The Inverse Correlation of MicroRNA-21 and MicroRNA-155 with the Tissue Inhibitor of Metalloproteinase 3 may Foster the Invasiveness of Breast Cancer

Author(s):Abdulhussain Meena M, Hasan Najat A and Hussain Alaa G

Background: Early detection of breast cancer is paramount for accurate treatment and microRNAs represent the hopeful markers in cancer biology. Aims: To determine the differential co-expression and correlation of tissue and plasma exosomal miRNA-155 and miRNA-21 and their impact on the tissue inhibitor of metalloproteinase 3 (TIMP3) in fostering breast cancer metastasis. Materials and methods: MicroRNA-155 and miRNA-21 were extracted from plasma exosomal and tumor tissues of 60 women with breast tumors, and from plasma of 30 healthy women and miRNA expression was quantified by SYBR Green real-time polymerase chain reaction technique. The results were correlated with TIMP3 protein expression and patients’ clinico-pathological profiles.
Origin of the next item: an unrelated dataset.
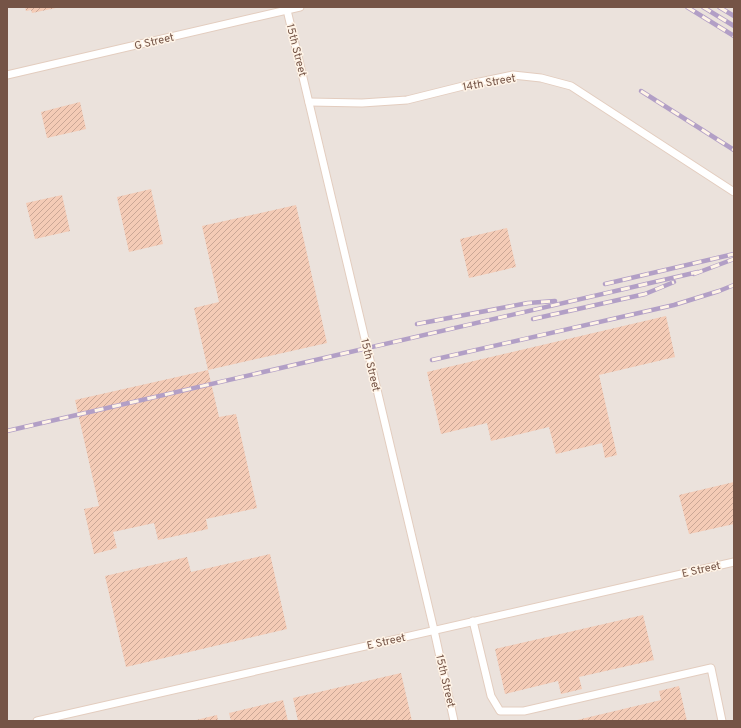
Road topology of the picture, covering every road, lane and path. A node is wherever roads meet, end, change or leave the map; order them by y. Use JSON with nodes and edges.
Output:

Results: The concomitant significant overexpression of plasma exosomal and tissue miRNA-21 and miRNA-155 was observed in invasive ductal carcinoma more than those of ductal carcinoma in situ and invasive lobular carcinoma. The miRNAs expression is also significantly associated with the advance of TNM staging and high tumor grade with positive correlation of circulating plasma exosomal miRNA with tissue miRNAs in the breast cancer group. The low TIMP3 expression was inversely associated with tissue and exosomal miRNAs expression. The area under curve, sensitivity, and specificity for miRNA-155 were 0.791, 73.3%, 80%, and for miRNA-21 were 0.925, 90%, and 86.7%, respectively. Conclusion: the positive interrelation of plasma exosomal miRNA-21 and 155 and their corresponding tissue miRNAs signifies role of cargos of these miRNAs in tumor metastasis and shed light on the invasive ability of cancer cells through activation of TIMP3/miRNA-21 expression.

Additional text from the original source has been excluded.